Tuesday’s session comes just days after committee member Rep. Jamie Raskin said the committee had received a “deluge of new evidence since we got started” with public hearings. The hearing is scheduled to begin at 1 p.m. ET, and CBS News will provide live coverage.
On Monday, the committee said it would be holding the last-minute hearing to “present recently obtained evidence and receive witness testimony.” The committee did not say who would be testifying, but CBS News congressional correspondent Scott MacFarlane reports the surprise witness is Hutchinson, whose taped deposition before the committee has already been used in previous presentations.
“According to committee court filings reviewed by CBS News, she was in the room for key meetings in those chaotic days before January 6th,” MacFarlane reports.
Hutchinson told the committee that five Republican members of Congress sought “preemptive pardons” from Trump for their participation in a Dec. 21, 2020, meeting in which House GOP members met with the president to plot a path forward to overturn the election results.

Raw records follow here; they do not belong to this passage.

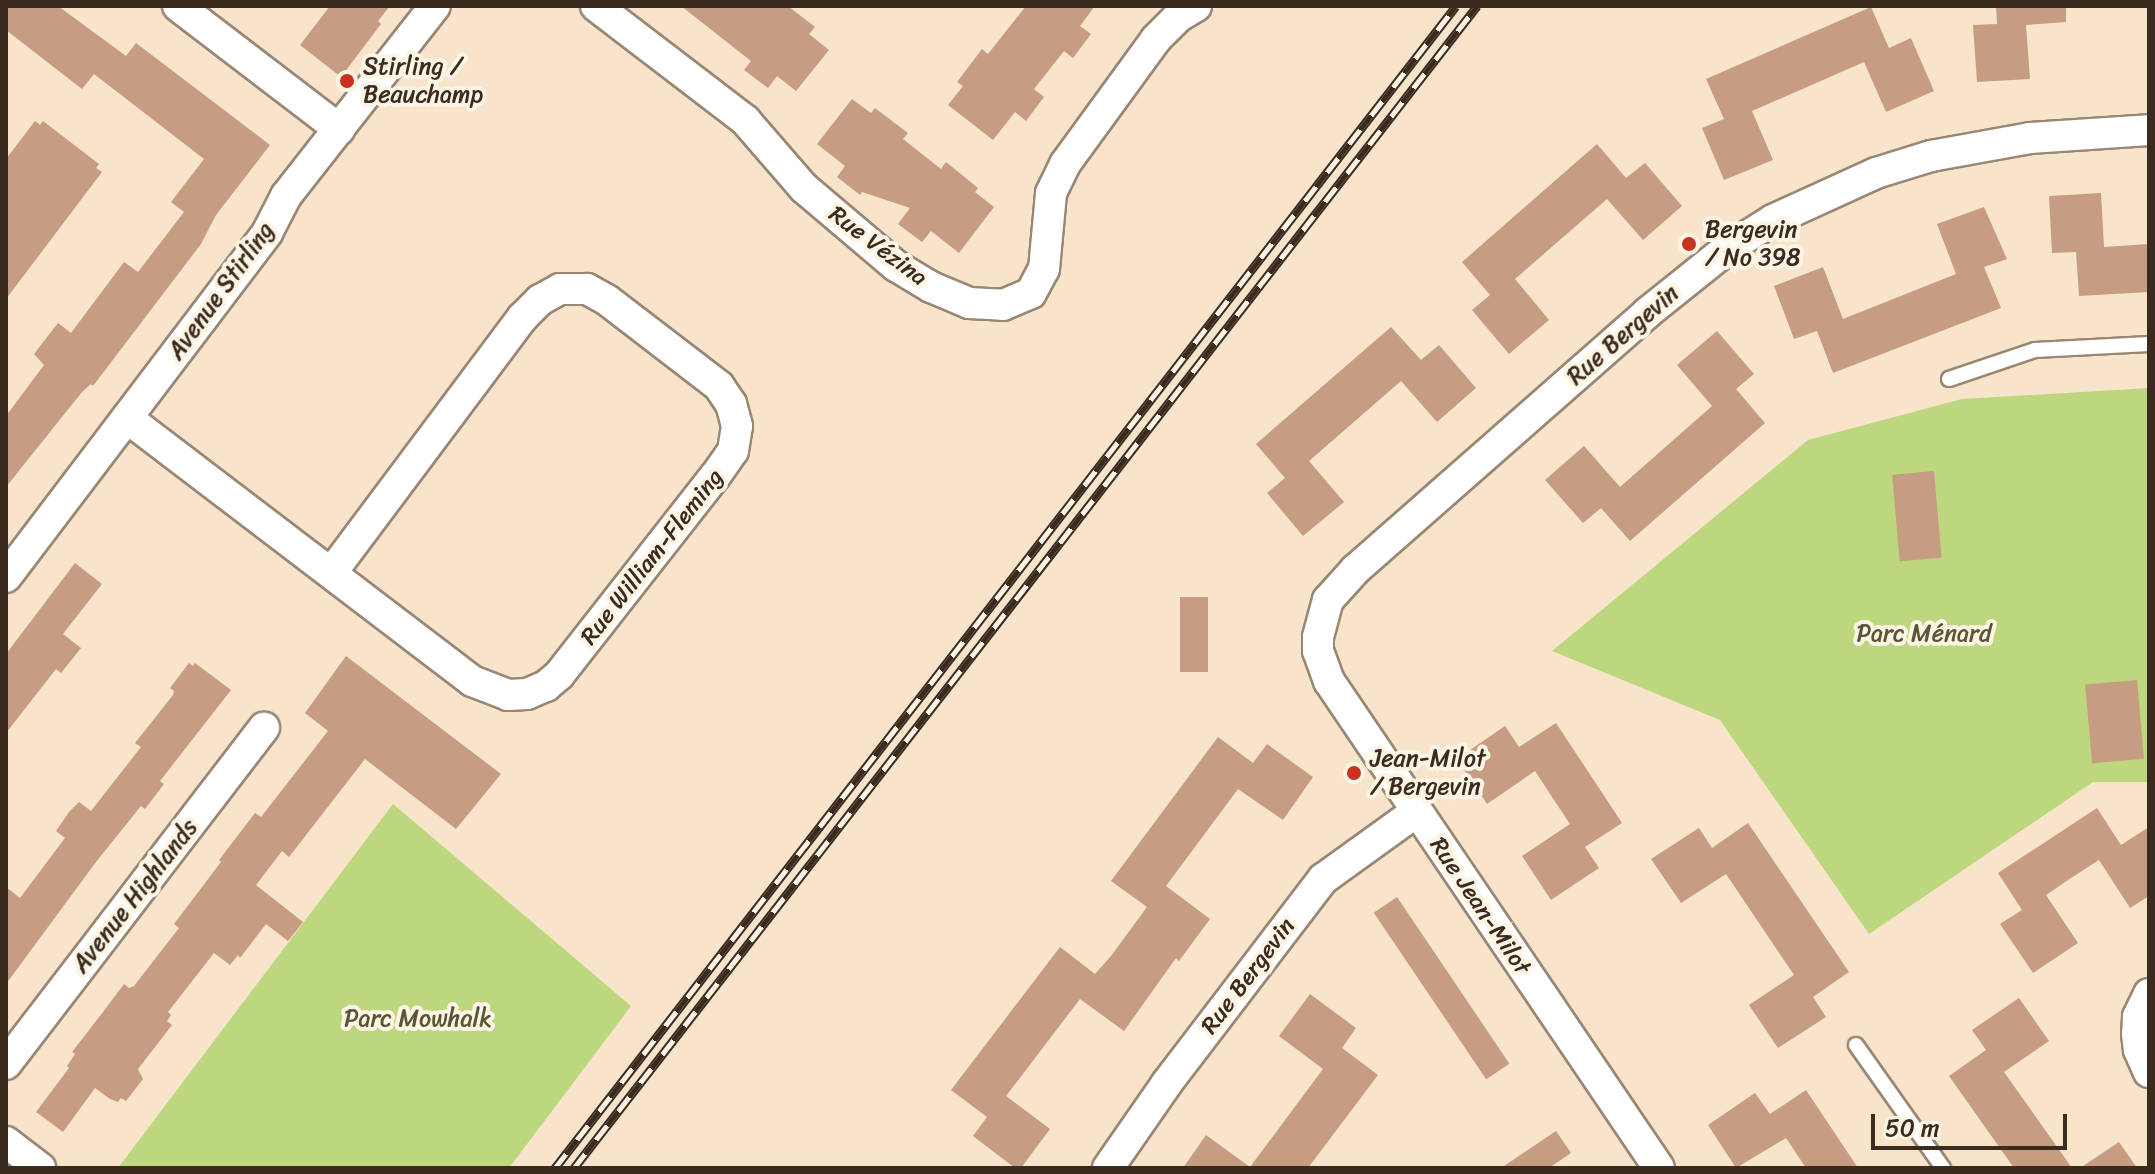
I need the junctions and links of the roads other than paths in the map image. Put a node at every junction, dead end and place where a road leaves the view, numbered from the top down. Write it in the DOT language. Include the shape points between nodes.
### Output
graph roads {
  1 [pos="178,6"];
  2 [pos="435,6"];
  3 [pos="596,6"];
  4 [pos="1196,6"];
  5 [pos="339,129"];
  6 [pos="2149,130"];
  7 [pos="2149,344"];
  8 [pos="1949,379"];
  9 [pos="127,418"];
  10 [pos="332,572"];
  11 [pos="6,577"];
  12 [pos="1318,637"];
  13 [pos="264,728"];
  14 [pos="1416,812"];
  15 [pos="2149,994"];
  16 [pos="1856,1045"];
  17 [pos="6,1064"];
  18 [pos="2149,1072"];
  19 [pos="6,1142"];
  20 [pos="40,1168"];
  21 [pos="1108,1168"];
  22 [pos="1659,1168"];
  23 [pos="1943,1168"];
  1 -- 5 [label="street"];
  2 -- 5 [label="street, Avenue Stirling"];
  3 -- 4 [label="street, Rue Vézina" via="745,120 804,188 896,266 969,303 1003,305 1031,293 1044,269 1051,193 1065,164 1156,39"];
  5 -- 9 [label="street, Avenue Stirling"];
  6 -- 12 [label="street, Rue Bergevin" via="2030,138 1931,156 1863,178 1773,220 1667,297 1356,569 1328,600"];
  7 -- 8 [label="lane" via="2035,350"];
  9 -- 10 [label="street, Rue William-Fleming"];
  9 -- 11 [label="street, Avenue Stirling"];
  10 -- 10 [label="street, Rue William-Fleming" via="522,318 560,289 587,289 607,300 719,386 731,404 737,426 733,451 546,686 527,694 490,690"];
  12 -- 14 [label="street, Rue Jean-Milot" via="1329,681"];
  13 -- 17 [label="street, Avenue Highlands"];
  14 -- 21 [label="street, Rue Bergevin" via="1323,879"];
  14 -- 22 [label="street, Rue Jean-Milot"];
  15 -- 18 [label="street" via="2137,1034"];
  16 -- 23 [label="lane"];
  19 -- 20 [label="street"];
}
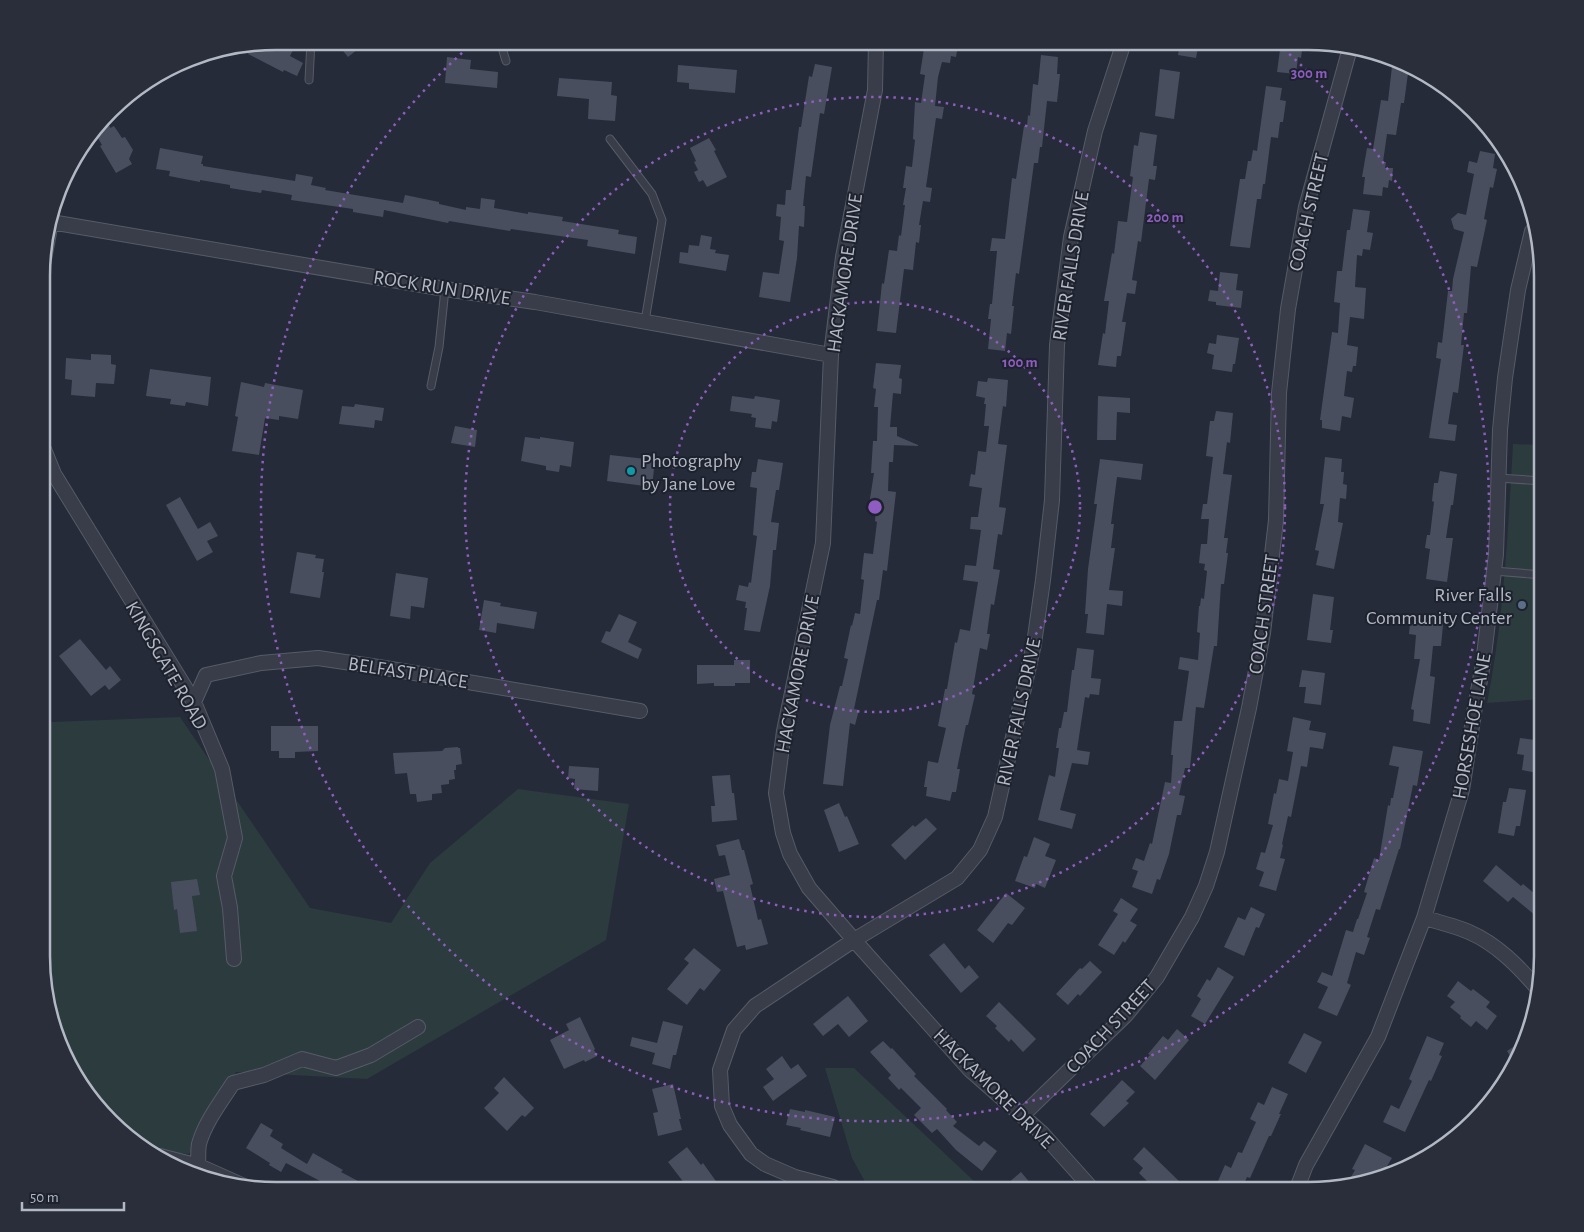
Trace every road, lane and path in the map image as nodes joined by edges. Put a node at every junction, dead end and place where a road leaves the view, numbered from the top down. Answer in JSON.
{"nodes":[{"id":1,"x":311,"y":50,"type":"edge"},
{"id":2,"x":503,"y":50,"type":"edge"},
{"id":3,"x":876,"y":50,"type":"edge"},
{"id":4,"x":1121,"y":50,"type":"edge"},
{"id":5,"x":1348,"y":54,"type":"edge"},
{"id":6,"x":506,"y":61,"type":"dead end"},
{"id":7,"x":309,"y":80,"type":"dead end"},
{"id":8,"x":610,"y":139,"type":"dead end"},
{"id":9,"x":57,"y":223,"type":"edge"},
{"id":10,"x":1531,"y":237,"type":"edge"},
{"id":11,"x":445,"y":289,"type":"junction"},
{"id":12,"x":645,"y":321,"type":"junction"},
{"id":13,"x":831,"y":355,"type":"junction"},
{"id":14,"x":431,"y":386,"type":"dead end"},
{"id":15,"x":50,"y":464,"type":"edge"},
{"id":16,"x":1498,"y":478,"type":"junction"},
{"id":17,"x":1534,"y":480,"type":"edge"},
{"id":18,"x":1494,"y":571,"type":"junction"},
{"id":19,"x":1534,"y":574,"type":"edge"},
{"id":20,"x":194,"y":702,"type":"junction"},
{"id":21,"x":640,"y":711,"type":"dead end"},
{"id":22,"x":1424,"y":918,"type":"junction"},
{"id":23,"x":854,"y":940,"type":"junction"},
{"id":24,"x":234,"y":959,"type":"dead end"},
{"id":25,"x":1532,"y":983,"type":"edge"},
{"id":26,"x":418,"y":1027,"type":"dead end"},
{"id":27,"x":1023,"y":1116,"type":"junction"},
{"id":28,"x":197,"y":1168,"type":"edge"},
{"id":29,"x":818,"y":1182,"type":"edge"},
{"id":30,"x":1086,"y":1182,"type":"edge"},
{"id":31,"x":1299,"y":1182,"type":"edge"}],
"edges":[{"from":1,"to":7,"type":"lane"},
{"from":2,"to":6,"type":"lane"},
{"from":3,"to":13,"type":"street","name":"HACKAMORE DRIVE"},
{"from":4,"to":23,"type":"street","name":"RIVER FALLS DRIVE"},
{"from":5,"to":27,"type":"street","name":"COACH STREET"},
{"from":8,"to":12,"type":"lane"},
{"from":9,"to":11,"type":"street","name":"ROCK RUN DRIVE"},
{"from":10,"to":16,"type":"street","name":"HORSESHOE LANE"},
{"from":11,"to":12,"type":"street","name":"ROCK RUN DRIVE"},
{"from":11,"to":14,"type":"lane"},
{"from":12,"to":13,"type":"street","name":"ROCK RUN DRIVE"},
{"from":13,"to":23,"type":"street","name":"HACKAMORE DRIVE"},
{"from":15,"to":20,"type":"street","name":"KINGSGATE ROAD"},
{"from":16,"to":17,"type":"lane"},
{"from":16,"to":18,"type":"street","name":"HORSESHOE LANE"},
{"from":18,"to":19,"type":"lane"},
{"from":18,"to":22,"type":"street","name":"HORSESHOE LANE"},
{"from":20,"to":21,"type":"street","name":"BELFAST PLACE"},
{"from":20,"to":24,"type":"street","name":"KINGSGATE ROAD"},
{"from":22,"to":25,"type":"street"},
{"from":22,"to":31,"type":"street","name":"HORSESHOE LANE"},
{"from":23,"to":27,"type":"street","name":"HACKAMORE DRIVE"},
{"from":23,"to":29,"type":"street","name":"RIVER FALLS DRIVE"},
{"from":26,"to":28,"type":"street"},
{"from":27,"to":30,"type":"street","name":"HACKAMORE DRIVE"}]}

Tuesday’s hearing is the sixth public hearing held this month by the committee. So far, the panel has focused on Trump’s pressure campaign on Vice President Mike Pence, the Justice Department, state lawmakers and local elections officials to overturn the 2020 election results.
Last week, documentary filmmaker Alex Holder, who was with Trump and family members before and after Jan. 6, sat for a closed-door deposition with the committee. Committee chair Rep. Bennie Thompson said they will incorporate Holder’s material into future hearings. “It’s been significant,” Thompson said of Holder’s video, adding, “It’s a lot of video we have not been privy to.”
Lawyer Jeffrey Clark, whom Trump wanted to install at the helm of the Justice Department to pursue his baseless claims of election fraud, said his house was raided last week. And former Trump campaign attorney John Eastman, who was ordered earlier this month to turn over over 150 pages of documents, said Monday that his phone was seized last week by federal agents.